[DATASET RECORDS]

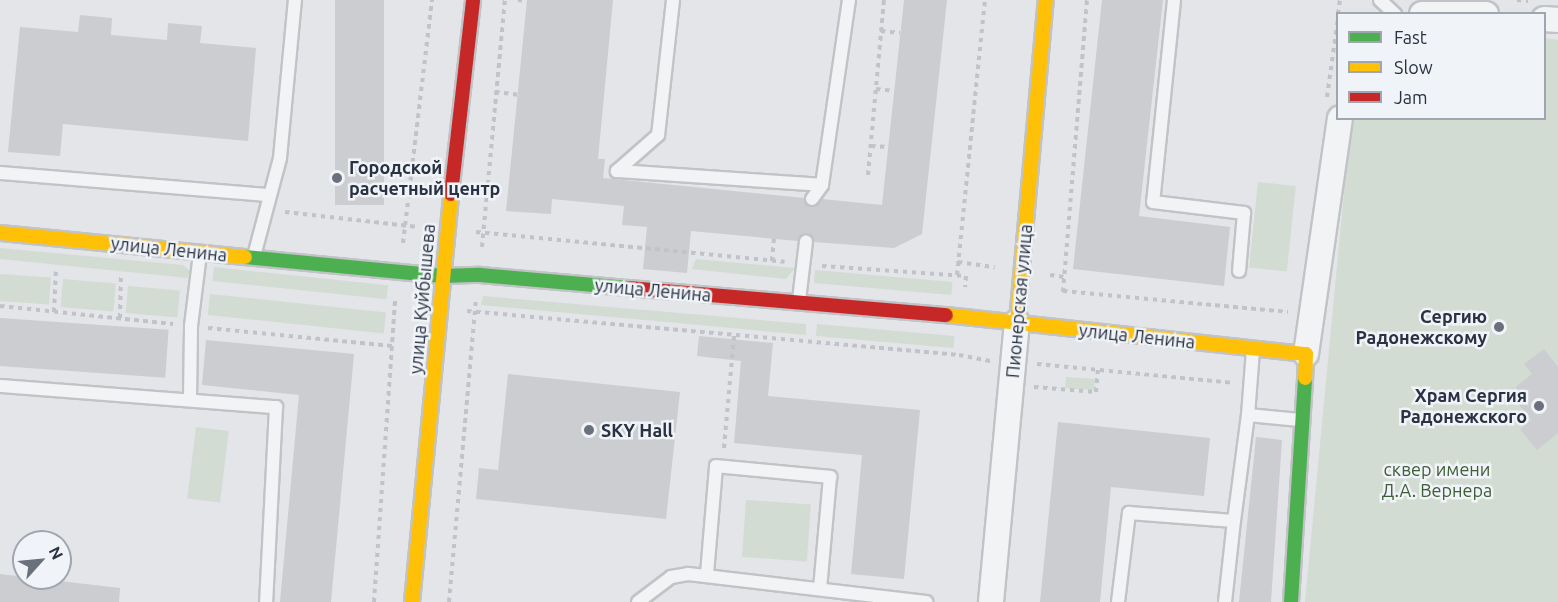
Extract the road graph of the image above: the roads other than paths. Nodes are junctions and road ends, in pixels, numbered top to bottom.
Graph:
1 (295, 0) edge
2 (473, 0) edge
3 (673, 0) edge
4 (849, 0) edge
5 (1046, 0) edge
6 (1174, 0) edge
7 (1380, 0) edge
8 (1393, 12) edge
9 (1340, 120) edge
10 (0, 173) edge
11 (822, 185) junction
12 (267, 195) junction
13 (812, 199) dead end
14 (0, 233) edge
15 (806, 242) dead end
16 (200, 252) junction
17 (254, 258) junction
18 (1239, 271) dead end
19 (442, 276) junction
20 (799, 303) junction
21 (1017, 322) junction
22 (1253, 348) junction
23 (1306, 354) junction
24 (0, 386) edge
25 (190, 399) junction
26 (1248, 415) junction
27 (1300, 420) junction
28 (1234, 521) junction
29 (707, 574) junction
30 (820, 589) junction
31 (266, 602) edge
32 (412, 602) edge
33 (638, 602) edge
34 (926, 602) edge
35 (991, 602) edge
36 (1118, 602) edge
37 (1225, 602) edge
38 (1291, 602) edge

1 - 12 lane
2 - 19 street, улица Куйбышева
3 - 11 lane
4 - 11 lane
5 - 21 street, Пионерская улица
6 - 18 lane
7 - 8 lane
9 - 23 street
10 - 12 lane
11 - 13 lane
12 - 17 lane
14 - 16 street, улица Ленина
15 - 20 lane
16 - 17 street, улица Ленина
16 - 25 lane
17 - 19 street, улица Ленина
19 - 20 street, улица Ленина
19 - 32 street, улица Куйбышева
20 - 21 street, улица Ленина
21 - 22 street, улица Ленина
21 - 35 street, Пионерская улица
22 - 23 street, улица Ленина
22 - 26 lane
23 - 27 street
24 - 25 lane
25 - 31 lane
26 - 27 lane
26 - 28 lane
27 - 38 street
28 - 36 lane
28 - 37 lane
29 - 30 lane
29 - 30 lane
29 - 33 lane
30 - 34 lane

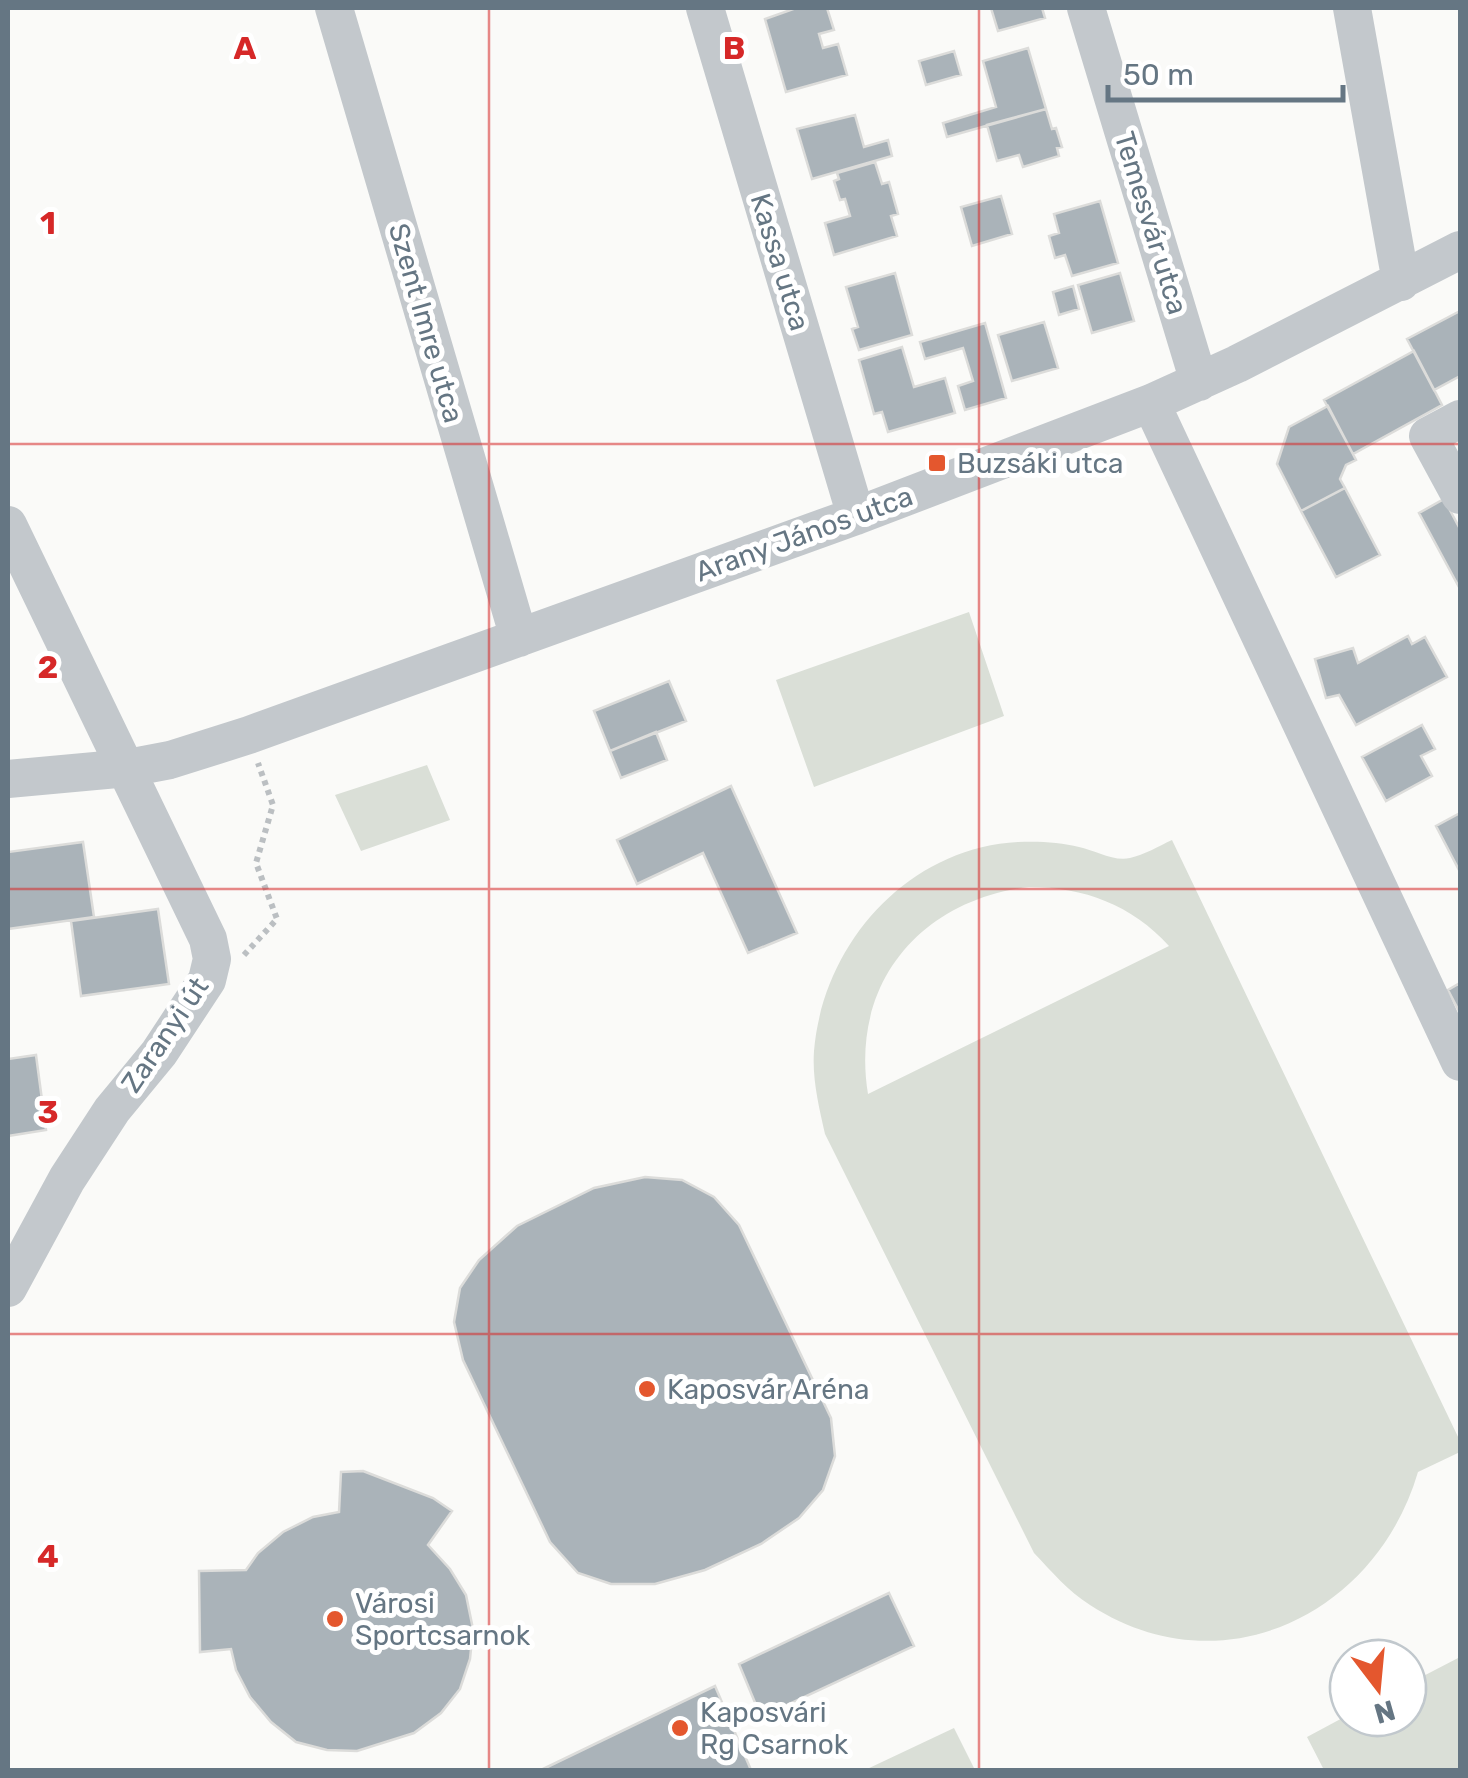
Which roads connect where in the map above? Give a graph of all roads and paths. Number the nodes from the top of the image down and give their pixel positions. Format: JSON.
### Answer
{"nodes":[{"id":1,"x":334,"y":8,"type":"edge"},
{"id":2,"x":705,"y":8,"type":"edge"},
{"id":3,"x":1086,"y":8,"type":"edge"},
{"id":4,"x":1352,"y":8,"type":"edge"},
{"id":5,"x":1460,"y":250,"type":"edge"},
{"id":6,"x":1401,"y":282,"type":"junction"},
{"id":7,"x":1199,"y":382,"type":"junction"},
{"id":8,"x":1150,"y":403,"type":"junction"},
{"id":9,"x":1460,"y":419,"type":"edge"},
{"id":10,"x":1460,"y":495,"type":"edge"},
{"id":11,"x":856,"y":516,"type":"junction"},
{"id":12,"x":8,"y":525,"type":"edge"},
{"id":13,"x":519,"y":638,"type":"junction"},
{"id":14,"x":128,"y":768,"type":"junction"},
{"id":15,"x":8,"y":779,"type":"edge"},
{"id":16,"x":1460,"y":1062,"type":"edge"},
{"id":17,"x":8,"y":1288,"type":"edge"}],
"edges":[{"from":1,"to":13,"type":"street","name":"Szent Imre utca"},
{"from":2,"to":11,"type":"street","name":"Kassa utca"},
{"from":3,"to":7,"type":"street","name":"Temesvár utca"},
{"from":4,"to":6,"type":"street"},
{"from":5,"to":6,"type":"street","name":"Arany János utca"},
{"from":6,"to":7,"type":"street","name":"Arany János utca"},
{"from":7,"to":8,"type":"street","name":"Arany János utca"},
{"from":8,"to":11,"type":"street","name":"Arany János utca"},
{"from":8,"to":16,"type":"street"},
{"from":9,"to":10,"type":"street"},
{"from":11,"to":13,"type":"street","name":"Arany János utca"},
{"from":12,"to":14,"type":"street"},
{"from":13,"to":14,"type":"street","name":"Arany János utca"},
{"from":14,"to":15,"type":"street","name":"Arany János utca"},
{"from":14,"to":17,"type":"street","name":"Zaranyi út"}]}
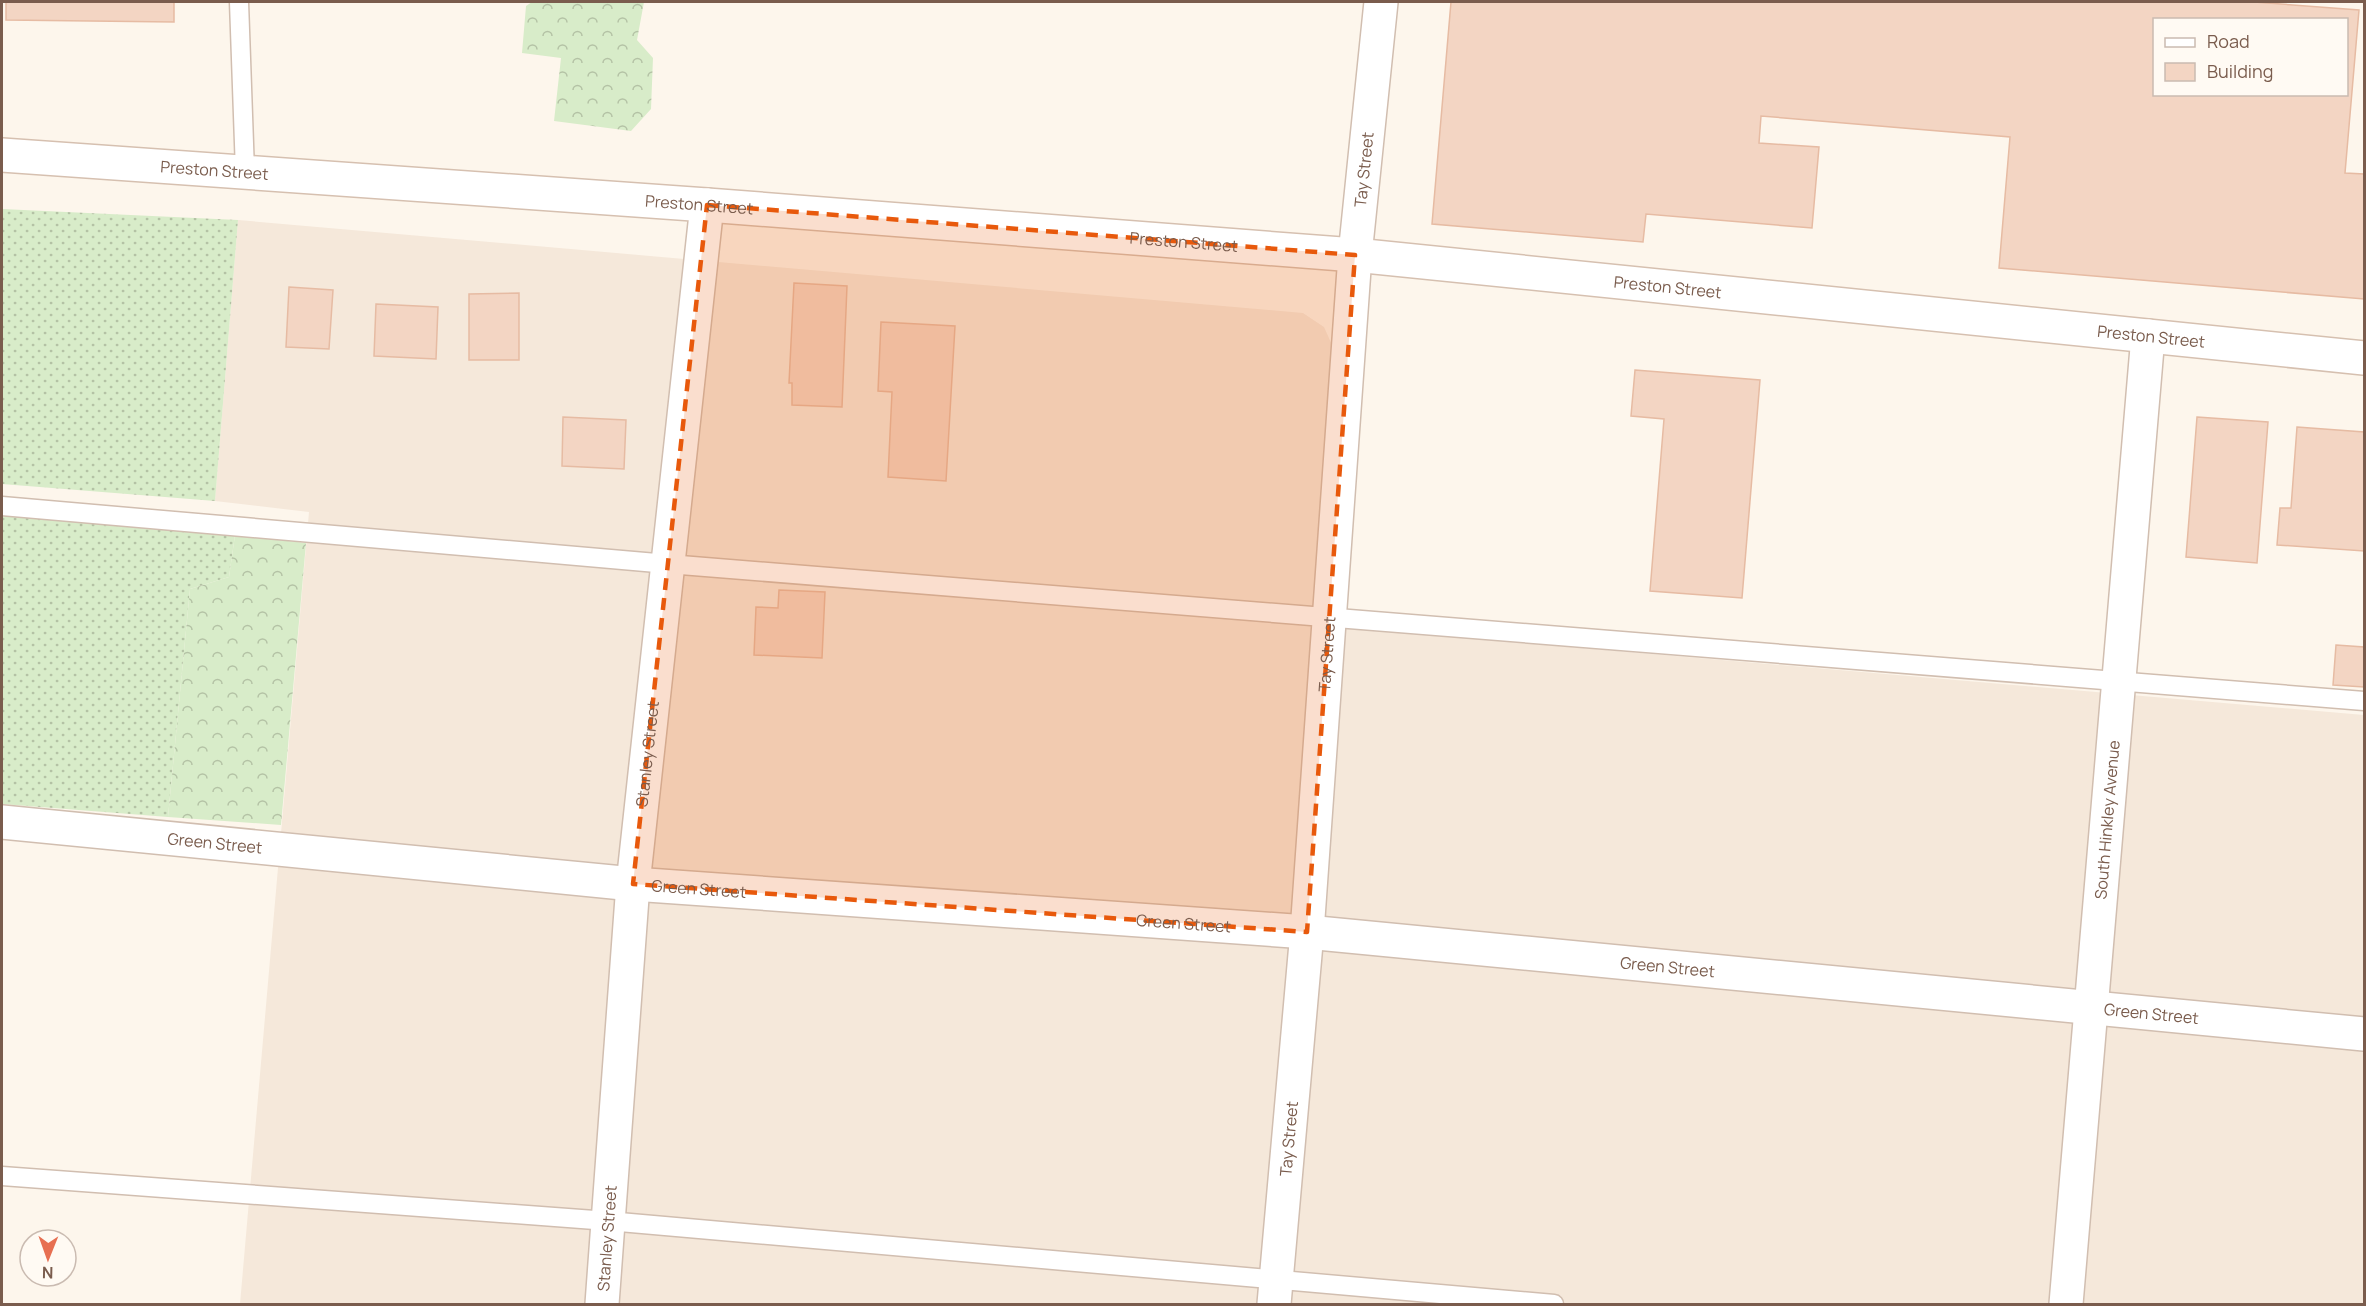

[/DATASET RECORDS]

**WHAT IS EXPECTED**
Transcribe all lines above exactly, skipping pictures.

**ANSWER FOR THIS EXERCISE**
Extract the road graph of the image above: the roads other than paths. Nodes are junctions and road ends, in pixels, numbered top to bottom.
Graph:
1 (295, 0) edge
2 (473, 0) edge
3 (673, 0) edge
4 (849, 0) edge
5 (1046, 0) edge
6 (1174, 0) edge
7 (1380, 0) edge
8 (1393, 12) edge
9 (1340, 120) edge
10 (0, 173) edge
11 (822, 185) junction
12 (267, 195) junction
13 (812, 199) dead end
14 (0, 233) edge
15 (806, 242) dead end
16 (200, 252) junction
17 (254, 258) junction
18 (1239, 271) dead end
19 (442, 276) junction
20 (799, 303) junction
21 (1017, 322) junction
22 (1253, 348) junction
23 (1306, 354) junction
24 (0, 386) edge
25 (190, 399) junction
26 (1248, 415) junction
27 (1300, 420) junction
28 (1234, 521) junction
29 (707, 574) junction
30 (820, 589) junction
31 (266, 602) edge
32 (412, 602) edge
33 (638, 602) edge
34 (926, 602) edge
35 (991, 602) edge
36 (1118, 602) edge
37 (1225, 602) edge
38 (1291, 602) edge

1 - 12 lane
2 - 19 street, улица Куйбышева
3 - 11 lane
4 - 11 lane
5 - 21 street, Пионерская улица
6 - 18 lane
7 - 8 lane
9 - 23 street
10 - 12 lane
11 - 13 lane
12 - 17 lane
14 - 16 street, улица Ленина
15 - 20 lane
16 - 17 street, улица Ленина
16 - 25 lane
17 - 19 street, улица Ленина
19 - 20 street, улица Ленина
19 - 32 street, улица Куйбышева
20 - 21 street, улица Ленина
21 - 22 street, улица Ленина
21 - 35 street, Пионерская улица
22 - 23 street, улица Ленина
22 - 26 lane
23 - 27 street
24 - 25 lane
25 - 31 lane
26 - 27 lane
26 - 28 lane
27 - 38 street
28 - 36 lane
28 - 37 lane
29 - 30 lane
29 - 30 lane
29 - 33 lane
30 - 34 lane

Which roads connect where in the map above? Give a graph of all roads and paths. Number the nodes from the top of the image down and give their pixel positions. Format: JSON.
### Answer
{"nodes":[{"id":1,"x":334,"y":8,"type":"edge"},
{"id":2,"x":705,"y":8,"type":"edge"},
{"id":3,"x":1086,"y":8,"type":"edge"},
{"id":4,"x":1352,"y":8,"type":"edge"},
{"id":5,"x":1460,"y":250,"type":"edge"},
{"id":6,"x":1401,"y":282,"type":"junction"},
{"id":7,"x":1199,"y":382,"type":"junction"},
{"id":8,"x":1150,"y":403,"type":"junction"},
{"id":9,"x":1460,"y":419,"type":"edge"},
{"id":10,"x":1460,"y":495,"type":"edge"},
{"id":11,"x":856,"y":516,"type":"junction"},
{"id":12,"x":8,"y":525,"type":"edge"},
{"id":13,"x":519,"y":638,"type":"junction"},
{"id":14,"x":128,"y":768,"type":"junction"},
{"id":15,"x":8,"y":779,"type":"edge"},
{"id":16,"x":1460,"y":1062,"type":"edge"},
{"id":17,"x":8,"y":1288,"type":"edge"}],
"edges":[{"from":1,"to":13,"type":"street","name":"Szent Imre utca"},
{"from":2,"to":11,"type":"street","name":"Kassa utca"},
{"from":3,"to":7,"type":"street","name":"Temesvár utca"},
{"from":4,"to":6,"type":"street"},
{"from":5,"to":6,"type":"street","name":"Arany János utca"},
{"from":6,"to":7,"type":"street","name":"Arany János utca"},
{"from":7,"to":8,"type":"street","name":"Arany János utca"},
{"from":8,"to":11,"type":"street","name":"Arany János utca"},
{"from":8,"to":16,"type":"street"},
{"from":9,"to":10,"type":"street"},
{"from":11,"to":13,"type":"street","name":"Arany János utca"},
{"from":12,"to":14,"type":"street"},
{"from":13,"to":14,"type":"street","name":"Arany János utca"},
{"from":14,"to":15,"type":"street","name":"Arany János utca"},
{"from":14,"to":17,"type":"street","name":"Zaranyi út"}]}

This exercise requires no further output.